* ACTION ITEM
Every entry is to be transcribed as it stands. Images stay out.

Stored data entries
━━━━━━━━━━━━━━━━━━━━
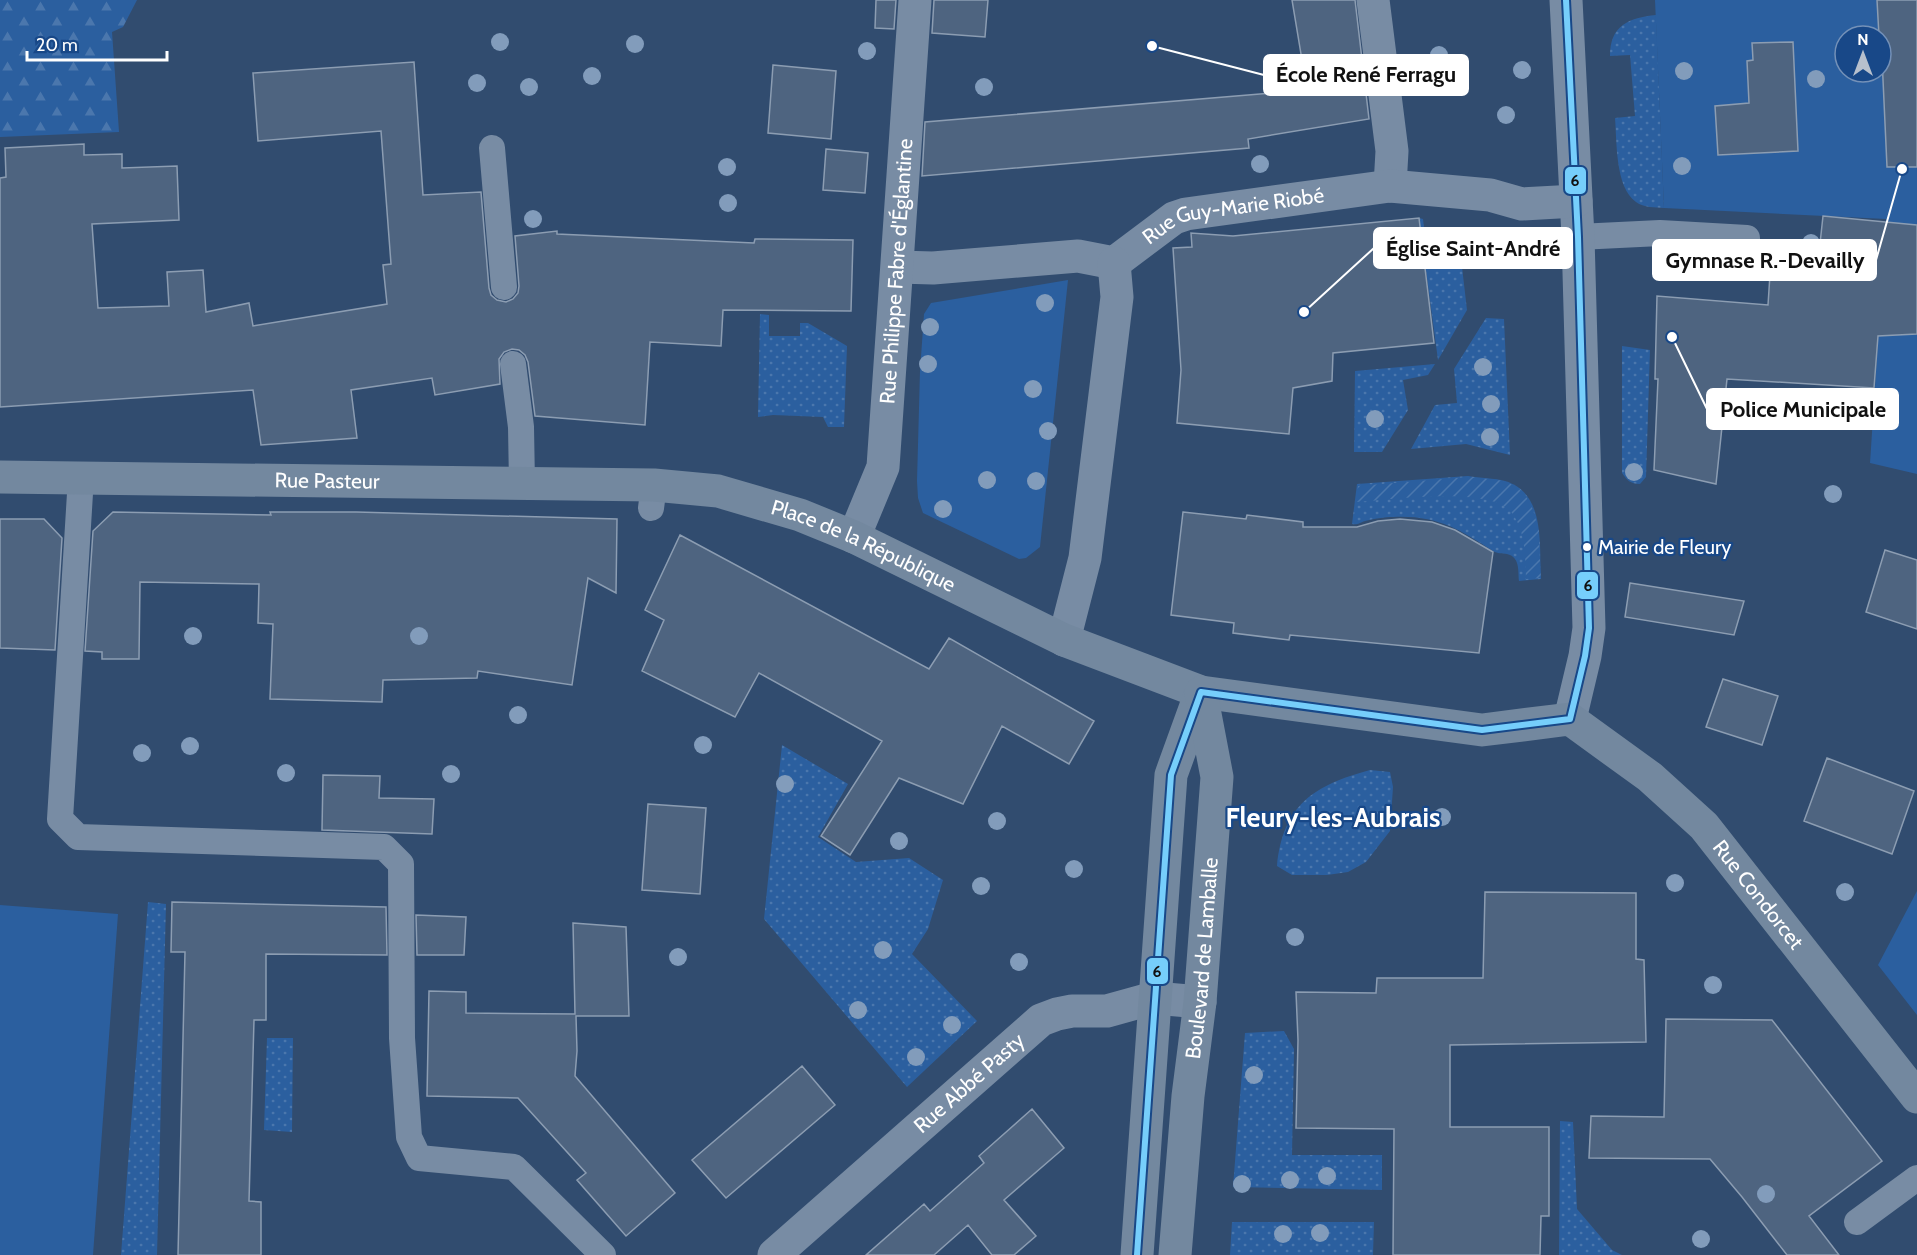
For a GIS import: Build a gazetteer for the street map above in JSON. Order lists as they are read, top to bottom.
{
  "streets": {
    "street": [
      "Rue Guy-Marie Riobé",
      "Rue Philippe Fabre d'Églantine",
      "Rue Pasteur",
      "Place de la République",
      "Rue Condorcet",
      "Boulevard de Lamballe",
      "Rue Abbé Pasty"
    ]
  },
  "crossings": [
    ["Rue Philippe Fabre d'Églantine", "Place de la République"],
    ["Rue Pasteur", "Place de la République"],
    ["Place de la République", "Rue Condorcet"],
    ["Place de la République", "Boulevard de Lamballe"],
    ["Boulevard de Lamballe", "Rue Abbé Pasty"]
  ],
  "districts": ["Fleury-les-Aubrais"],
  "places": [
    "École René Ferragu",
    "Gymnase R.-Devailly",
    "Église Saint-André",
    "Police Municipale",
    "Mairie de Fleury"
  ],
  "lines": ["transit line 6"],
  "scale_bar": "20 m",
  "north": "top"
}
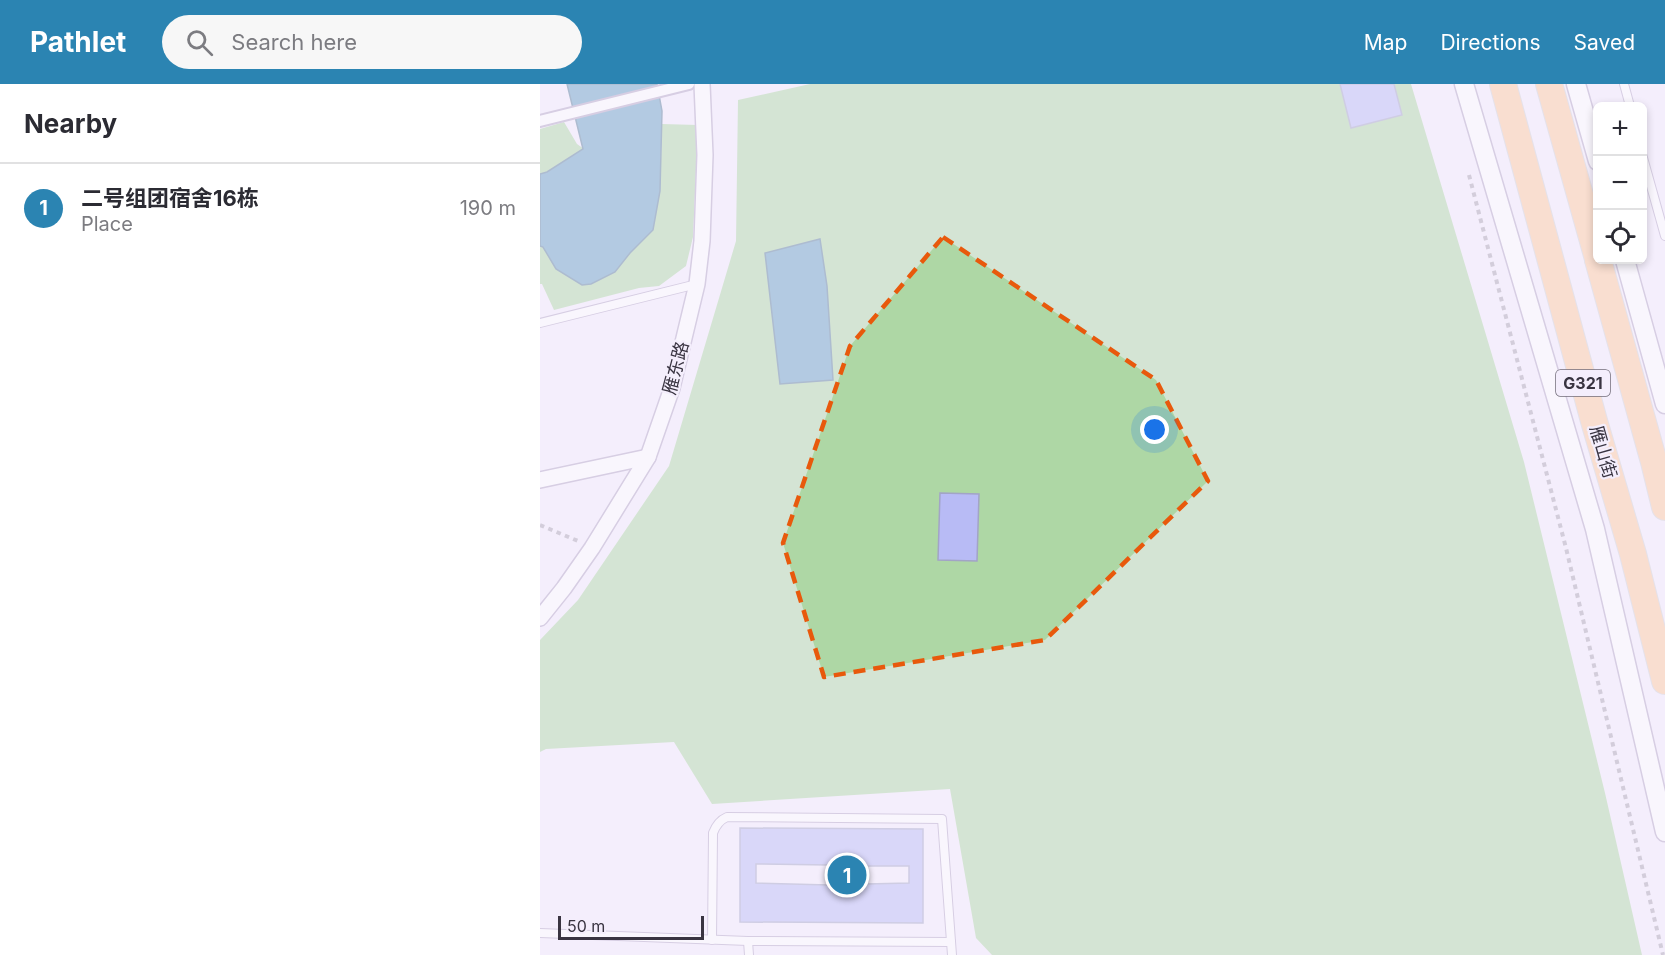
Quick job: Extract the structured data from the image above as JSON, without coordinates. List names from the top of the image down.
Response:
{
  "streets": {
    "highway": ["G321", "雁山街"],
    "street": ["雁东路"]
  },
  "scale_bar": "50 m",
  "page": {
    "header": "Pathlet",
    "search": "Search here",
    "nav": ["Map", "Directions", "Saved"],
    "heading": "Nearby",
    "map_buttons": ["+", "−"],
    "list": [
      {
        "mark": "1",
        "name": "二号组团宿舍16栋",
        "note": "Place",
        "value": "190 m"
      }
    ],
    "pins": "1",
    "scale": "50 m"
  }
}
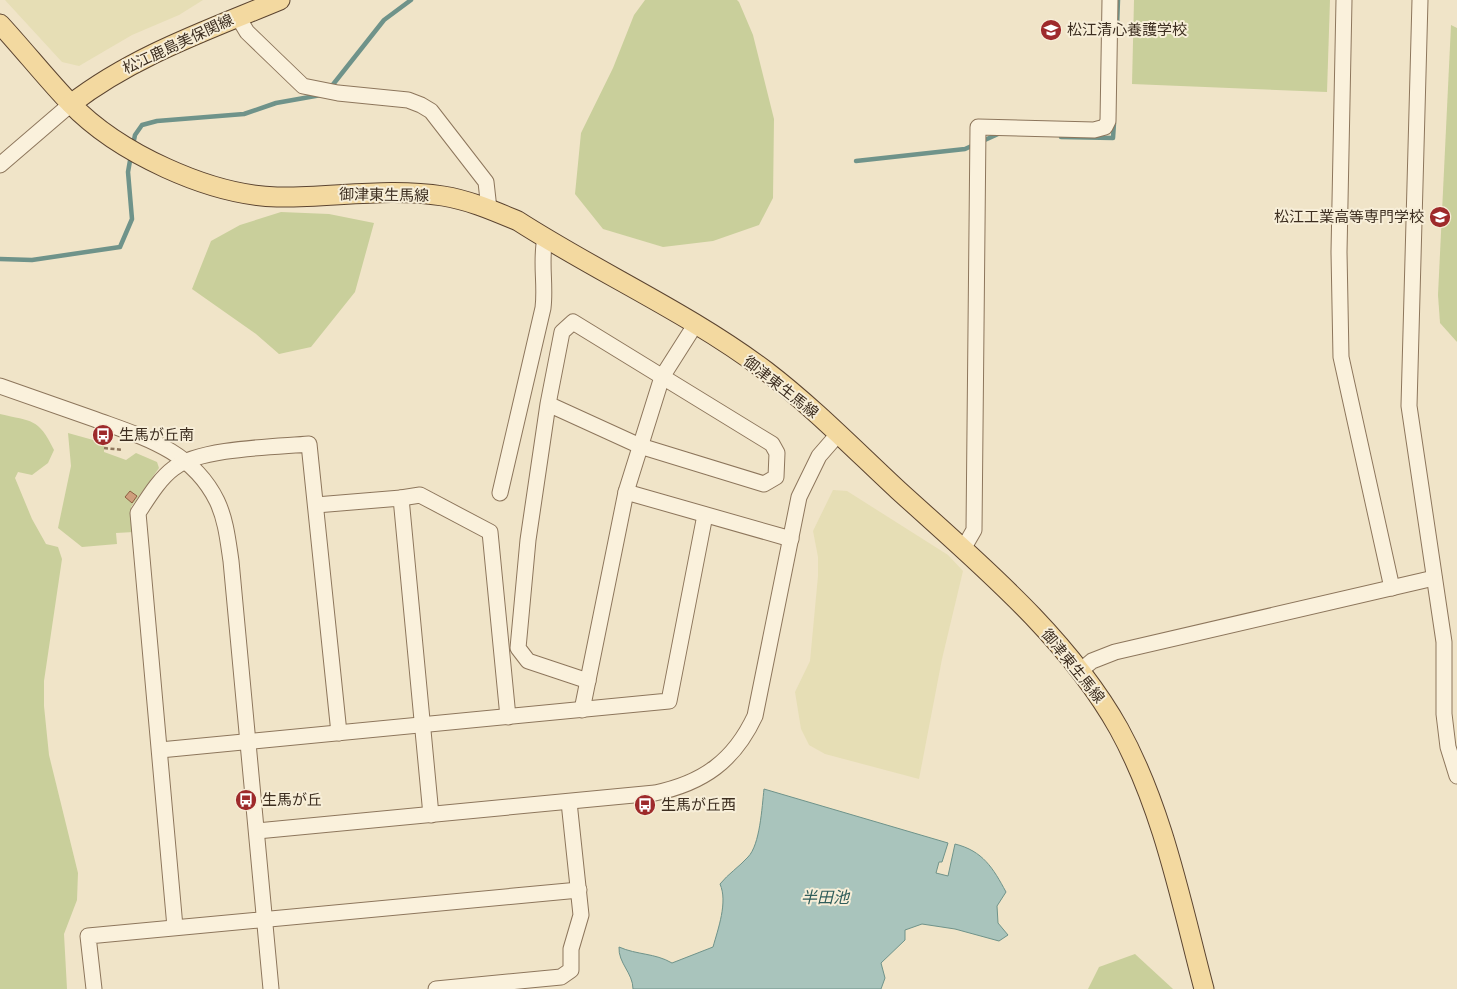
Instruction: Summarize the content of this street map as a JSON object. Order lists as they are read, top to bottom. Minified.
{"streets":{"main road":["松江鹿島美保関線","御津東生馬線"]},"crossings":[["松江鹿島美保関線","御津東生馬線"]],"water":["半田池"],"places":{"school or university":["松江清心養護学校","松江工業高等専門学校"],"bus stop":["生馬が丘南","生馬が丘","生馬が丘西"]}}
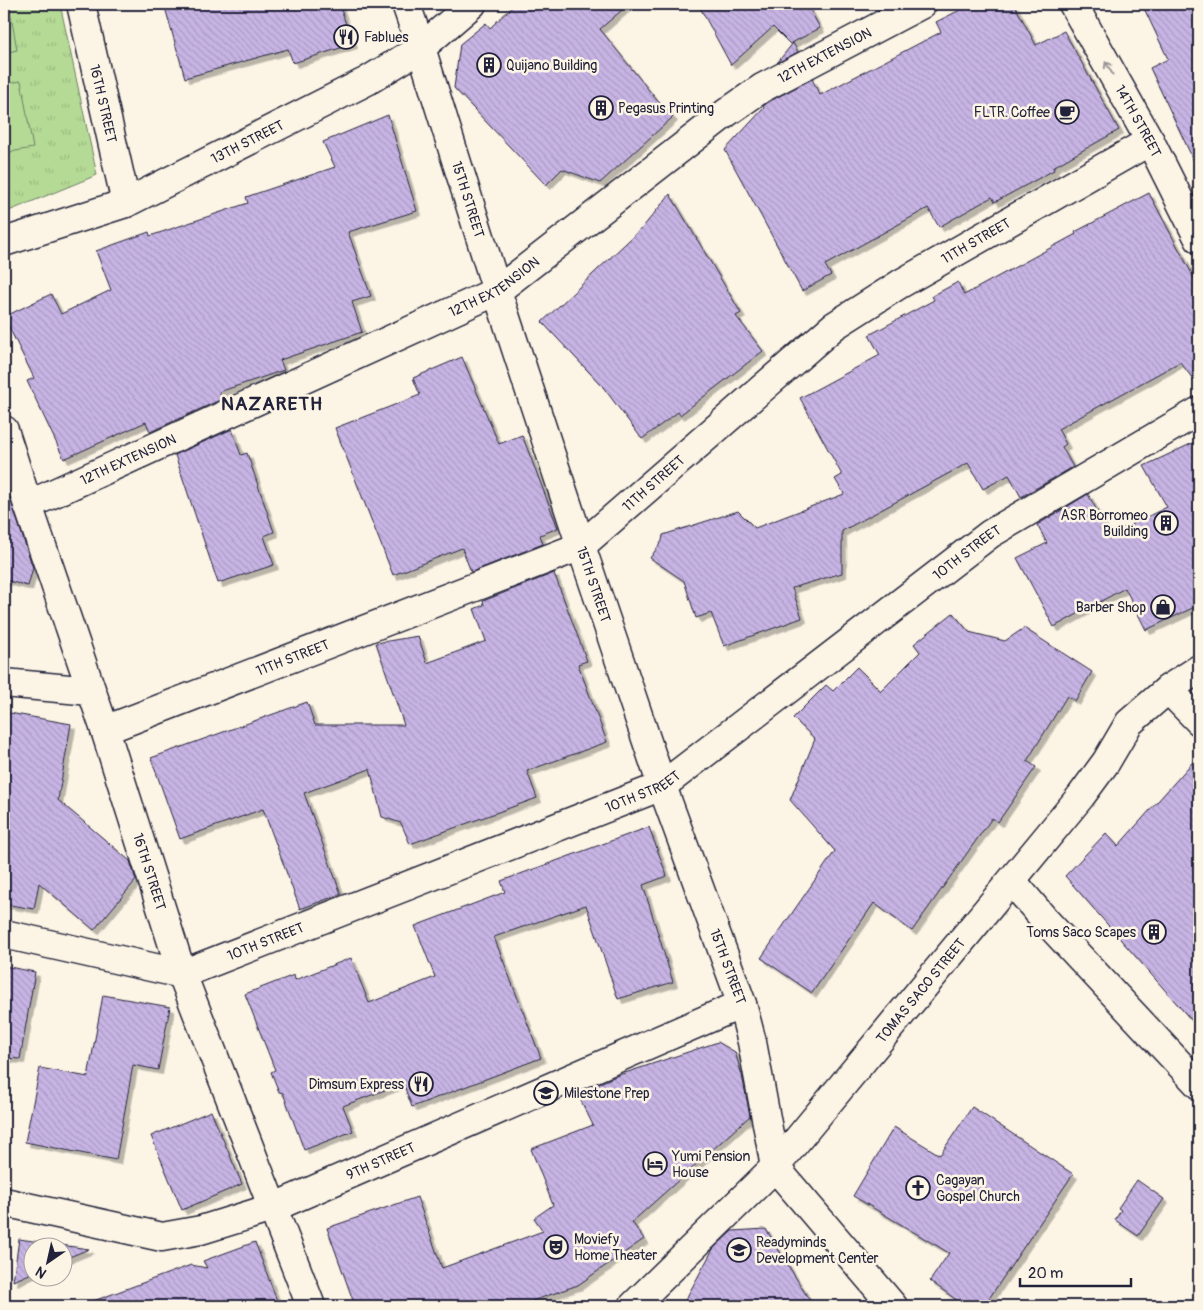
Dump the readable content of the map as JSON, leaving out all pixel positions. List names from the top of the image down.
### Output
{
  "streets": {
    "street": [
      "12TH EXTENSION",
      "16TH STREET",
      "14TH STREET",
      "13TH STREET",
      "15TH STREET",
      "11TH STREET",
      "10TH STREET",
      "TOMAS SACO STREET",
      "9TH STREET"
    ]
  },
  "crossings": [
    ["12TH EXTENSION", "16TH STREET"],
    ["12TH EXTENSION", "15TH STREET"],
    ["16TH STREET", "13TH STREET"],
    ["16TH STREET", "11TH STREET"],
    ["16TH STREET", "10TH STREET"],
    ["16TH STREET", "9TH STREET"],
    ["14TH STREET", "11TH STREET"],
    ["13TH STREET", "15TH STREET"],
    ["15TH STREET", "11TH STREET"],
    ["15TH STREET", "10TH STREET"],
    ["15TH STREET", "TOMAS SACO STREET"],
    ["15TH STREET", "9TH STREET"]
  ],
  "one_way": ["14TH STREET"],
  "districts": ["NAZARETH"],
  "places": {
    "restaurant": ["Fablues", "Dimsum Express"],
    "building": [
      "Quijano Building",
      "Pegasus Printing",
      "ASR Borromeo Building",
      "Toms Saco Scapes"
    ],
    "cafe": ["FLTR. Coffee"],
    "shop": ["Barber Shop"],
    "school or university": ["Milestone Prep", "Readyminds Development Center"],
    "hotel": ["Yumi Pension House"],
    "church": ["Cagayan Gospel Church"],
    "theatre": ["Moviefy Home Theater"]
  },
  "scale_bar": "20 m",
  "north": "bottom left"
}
━━━━━━━━━━━━━━━━━━━━
* RESPONSE TO THE EXERCISE
For a GIS import: Build a gazetteer for the street map above in JSON. Order lists as they are read, top to bottom.
{
  "streets": {
    "street": [
      "Rue Guy-Marie Riobé",
      "Rue Philippe Fabre d'Églantine",
      "Rue Pasteur",
      "Place de la République",
      "Rue Condorcet",
      "Boulevard de Lamballe",
      "Rue Abbé Pasty"
    ]
  },
  "crossings": [
    ["Rue Philippe Fabre d'Églantine", "Place de la République"],
    ["Rue Pasteur", "Place de la République"],
    ["Place de la République", "Rue Condorcet"],
    ["Place de la République", "Boulevard de Lamballe"],
    ["Boulevard de Lamballe", "Rue Abbé Pasty"]
  ],
  "districts": ["Fleury-les-Aubrais"],
  "places": [
    "École René Ferragu",
    "Gymnase R.-Devailly",
    "Église Saint-André",
    "Police Municipale",
    "Mairie de Fleury"
  ],
  "lines": ["transit line 6"],
  "scale_bar": "20 m",
  "north": "top"
}
Quick job: Extract the structured data from the image above as JSON, without coordinates. List names from the top of the image down.
Response:
{
  "streets": {
    "highway": ["G321", "雁山街"],
    "street": ["雁东路"]
  },
  "scale_bar": "50 m",
  "page": {
    "header": "Pathlet",
    "search": "Search here",
    "nav": ["Map", "Directions", "Saved"],
    "heading": "Nearby",
    "map_buttons": ["+", "−"],
    "list": [
      {
        "mark": "1",
        "name": "二号组团宿舍16栋",
        "note": "Place",
        "value": "190 m"
      }
    ],
    "pins": "1",
    "scale": "50 m"
  }
}
Instruction: Summarize the content of this street map as a JSON object. Order lists as they are read, top to bottom. Minified.
{"streets":{"main road":["松江鹿島美保関線","御津東生馬線"]},"crossings":[["松江鹿島美保関線","御津東生馬線"]],"water":["半田池"],"places":{"school or university":["松江清心養護学校","松江工業高等専門学校"],"bus stop":["生馬が丘南","生馬が丘","生馬が丘西"]}}
Dump the readable content of the map as JSON, leaving out all pixel positions. List names from the top of the image down.
### Output
{
  "streets": {
    "street": [
      "12TH EXTENSION",
      "16TH STREET",
      "14TH STREET",
      "13TH STREET",
      "15TH STREET",
      "11TH STREET",
      "10TH STREET",
      "TOMAS SACO STREET",
      "9TH STREET"
    ]
  },
  "crossings": [
    ["12TH EXTENSION", "16TH STREET"],
    ["12TH EXTENSION", "15TH STREET"],
    ["16TH STREET", "13TH STREET"],
    ["16TH STREET", "11TH STREET"],
    ["16TH STREET", "10TH STREET"],
    ["16TH STREET", "9TH STREET"],
    ["14TH STREET", "11TH STREET"],
    ["13TH STREET", "15TH STREET"],
    ["15TH STREET", "11TH STREET"],
    ["15TH STREET", "10TH STREET"],
    ["15TH STREET", "TOMAS SACO STREET"],
    ["15TH STREET", "9TH STREET"]
  ],
  "one_way": ["14TH STREET"],
  "districts": ["NAZARETH"],
  "places": {
    "restaurant": ["Fablues", "Dimsum Express"],
    "building": [
      "Quijano Building",
      "Pegasus Printing",
      "ASR Borromeo Building",
      "Toms Saco Scapes"
    ],
    "cafe": ["FLTR. Coffee"],
    "shop": ["Barber Shop"],
    "school or university": ["Milestone Prep", "Readyminds Development Center"],
    "hotel": ["Yumi Pension House"],
    "church": ["Cagayan Gospel Church"],
    "theatre": ["Moviefy Home Theater"]
  },
  "scale_bar": "20 m",
  "north": "bottom left"
}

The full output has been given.